Nothing but the text of the records belongs in your answer: repeat all of it exactly and leave out the images.

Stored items
=== Begin Enclosure ===
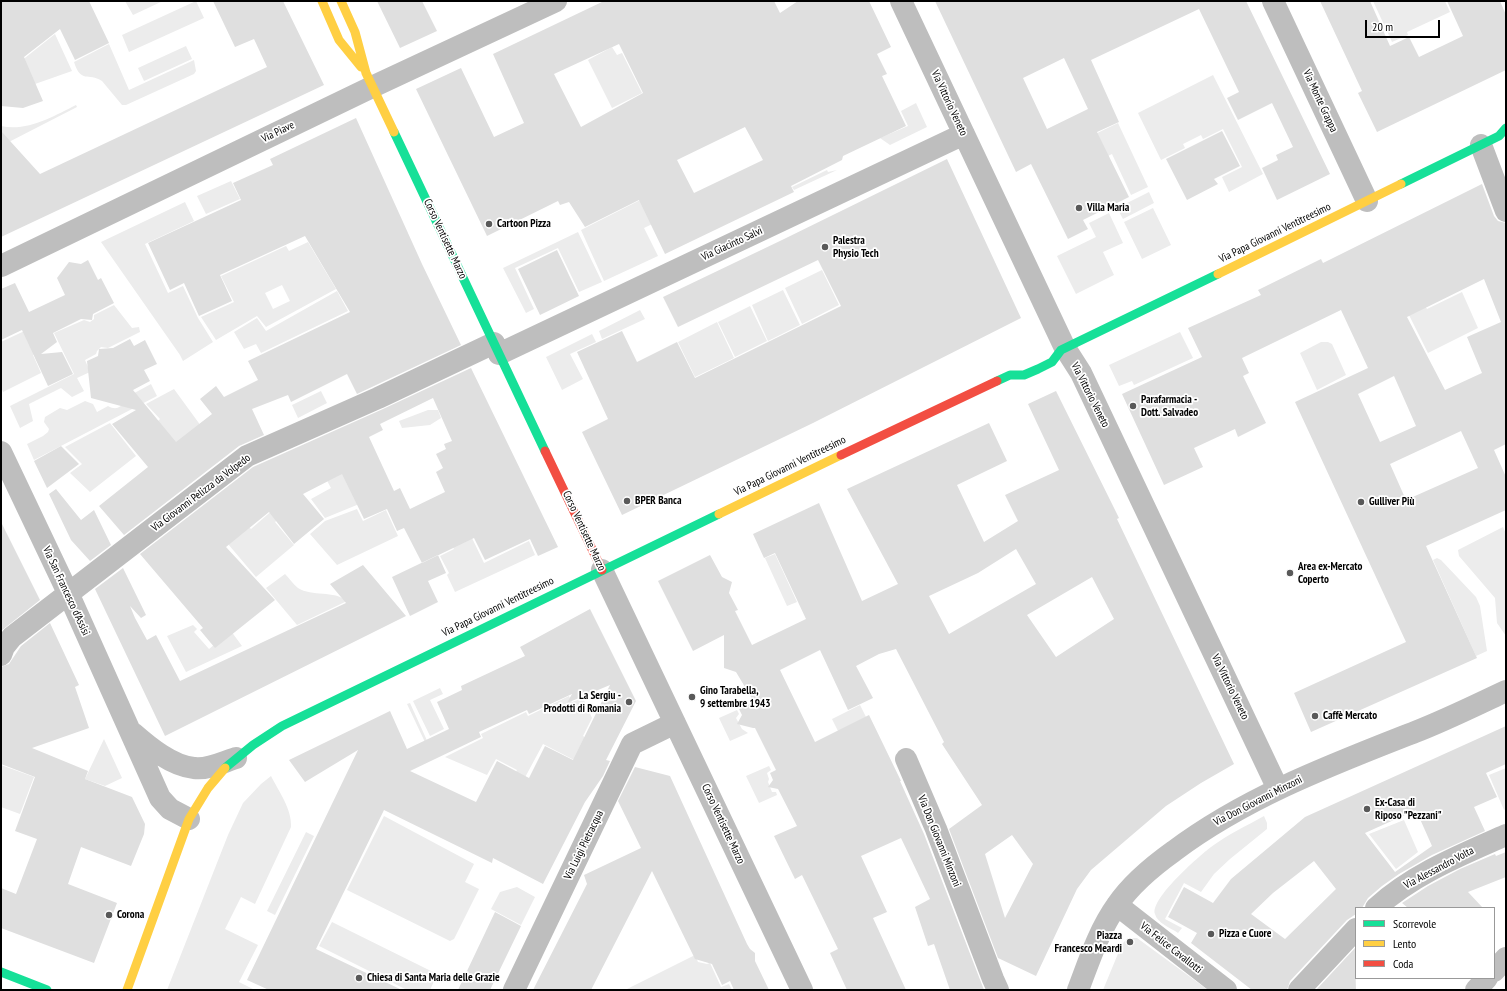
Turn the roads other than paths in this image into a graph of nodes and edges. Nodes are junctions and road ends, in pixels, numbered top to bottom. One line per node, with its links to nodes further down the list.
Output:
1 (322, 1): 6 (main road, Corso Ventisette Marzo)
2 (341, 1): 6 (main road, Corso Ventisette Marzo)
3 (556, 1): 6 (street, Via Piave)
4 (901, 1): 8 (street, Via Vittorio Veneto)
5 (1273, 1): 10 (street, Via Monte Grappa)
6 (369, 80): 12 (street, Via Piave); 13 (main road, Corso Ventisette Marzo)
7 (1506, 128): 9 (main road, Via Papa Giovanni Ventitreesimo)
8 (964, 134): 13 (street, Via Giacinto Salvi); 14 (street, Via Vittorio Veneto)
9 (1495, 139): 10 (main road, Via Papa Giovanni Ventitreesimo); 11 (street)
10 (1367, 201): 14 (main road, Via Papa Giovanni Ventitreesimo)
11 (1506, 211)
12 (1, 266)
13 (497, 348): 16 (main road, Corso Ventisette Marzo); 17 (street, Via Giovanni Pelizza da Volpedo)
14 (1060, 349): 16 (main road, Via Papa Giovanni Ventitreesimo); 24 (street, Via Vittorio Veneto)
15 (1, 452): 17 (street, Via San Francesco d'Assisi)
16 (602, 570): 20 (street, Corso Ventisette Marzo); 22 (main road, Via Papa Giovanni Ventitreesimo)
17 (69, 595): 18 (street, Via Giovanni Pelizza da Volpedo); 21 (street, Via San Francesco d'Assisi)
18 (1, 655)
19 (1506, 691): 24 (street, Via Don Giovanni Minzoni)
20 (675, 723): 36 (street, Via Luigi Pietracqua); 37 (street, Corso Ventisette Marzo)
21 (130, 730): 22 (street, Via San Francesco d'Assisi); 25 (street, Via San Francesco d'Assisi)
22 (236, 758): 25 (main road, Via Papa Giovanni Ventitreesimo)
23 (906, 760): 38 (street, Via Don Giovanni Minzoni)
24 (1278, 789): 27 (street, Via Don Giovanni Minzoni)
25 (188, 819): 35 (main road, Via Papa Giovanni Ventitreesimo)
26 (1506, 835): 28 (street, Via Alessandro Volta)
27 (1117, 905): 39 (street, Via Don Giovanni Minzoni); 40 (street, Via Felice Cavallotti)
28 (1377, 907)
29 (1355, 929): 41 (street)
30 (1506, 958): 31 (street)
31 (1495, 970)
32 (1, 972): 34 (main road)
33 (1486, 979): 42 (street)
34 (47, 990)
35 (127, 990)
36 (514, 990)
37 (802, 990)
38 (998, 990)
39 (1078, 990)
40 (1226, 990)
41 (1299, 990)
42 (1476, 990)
=== End Enclosure ===
*Answer box*.
Turn the roads other than paths in this image into a graph of nodes and edges. Nodes are junctions and road ends, in pixels, numbered top to bottom. One line per node, with its links to nodes further down the list.
Output:
1 (322, 1): 6 (main road, Corso Ventisette Marzo)
2 (341, 1): 6 (main road, Corso Ventisette Marzo)
3 (556, 1): 6 (street, Via Piave)
4 (901, 1): 8 (street, Via Vittorio Veneto)
5 (1273, 1): 10 (street, Via Monte Grappa)
6 (369, 80): 12 (street, Via Piave); 13 (main road, Corso Ventisette Marzo)
7 (1506, 128): 9 (main road, Via Papa Giovanni Ventitreesimo)
8 (964, 134): 13 (street, Via Giacinto Salvi); 14 (street, Via Vittorio Veneto)
9 (1495, 139): 10 (main road, Via Papa Giovanni Ventitreesimo); 11 (street)
10 (1367, 201): 14 (main road, Via Papa Giovanni Ventitreesimo)
11 (1506, 211)
12 (1, 266)
13 (497, 348): 16 (main road, Corso Ventisette Marzo); 17 (street, Via Giovanni Pelizza da Volpedo)
14 (1060, 349): 16 (main road, Via Papa Giovanni Ventitreesimo); 24 (street, Via Vittorio Veneto)
15 (1, 452): 17 (street, Via San Francesco d'Assisi)
16 (602, 570): 20 (street, Corso Ventisette Marzo); 22 (main road, Via Papa Giovanni Ventitreesimo)
17 (69, 595): 18 (street, Via Giovanni Pelizza da Volpedo); 21 (street, Via San Francesco d'Assisi)
18 (1, 655)
19 (1506, 691): 24 (street, Via Don Giovanni Minzoni)
20 (675, 723): 36 (street, Via Luigi Pietracqua); 37 (street, Corso Ventisette Marzo)
21 (130, 730): 22 (street, Via San Francesco d'Assisi); 25 (street, Via San Francesco d'Assisi)
22 (236, 758): 25 (main road, Via Papa Giovanni Ventitreesimo)
23 (906, 760): 38 (street, Via Don Giovanni Minzoni)
24 (1278, 789): 27 (street, Via Don Giovanni Minzoni)
25 (188, 819): 35 (main road, Via Papa Giovanni Ventitreesimo)
26 (1506, 835): 28 (street, Via Alessandro Volta)
27 (1117, 905): 39 (street, Via Don Giovanni Minzoni); 40 (street, Via Felice Cavallotti)
28 (1377, 907)
29 (1355, 929): 41 (street)
30 (1506, 958): 31 (street)
31 (1495, 970)
32 (1, 972): 34 (main road)
33 (1486, 979): 42 (street)
34 (47, 990)
35 (127, 990)
36 (514, 990)
37 (802, 990)
38 (998, 990)
39 (1078, 990)
40 (1226, 990)
41 (1299, 990)
42 (1476, 990)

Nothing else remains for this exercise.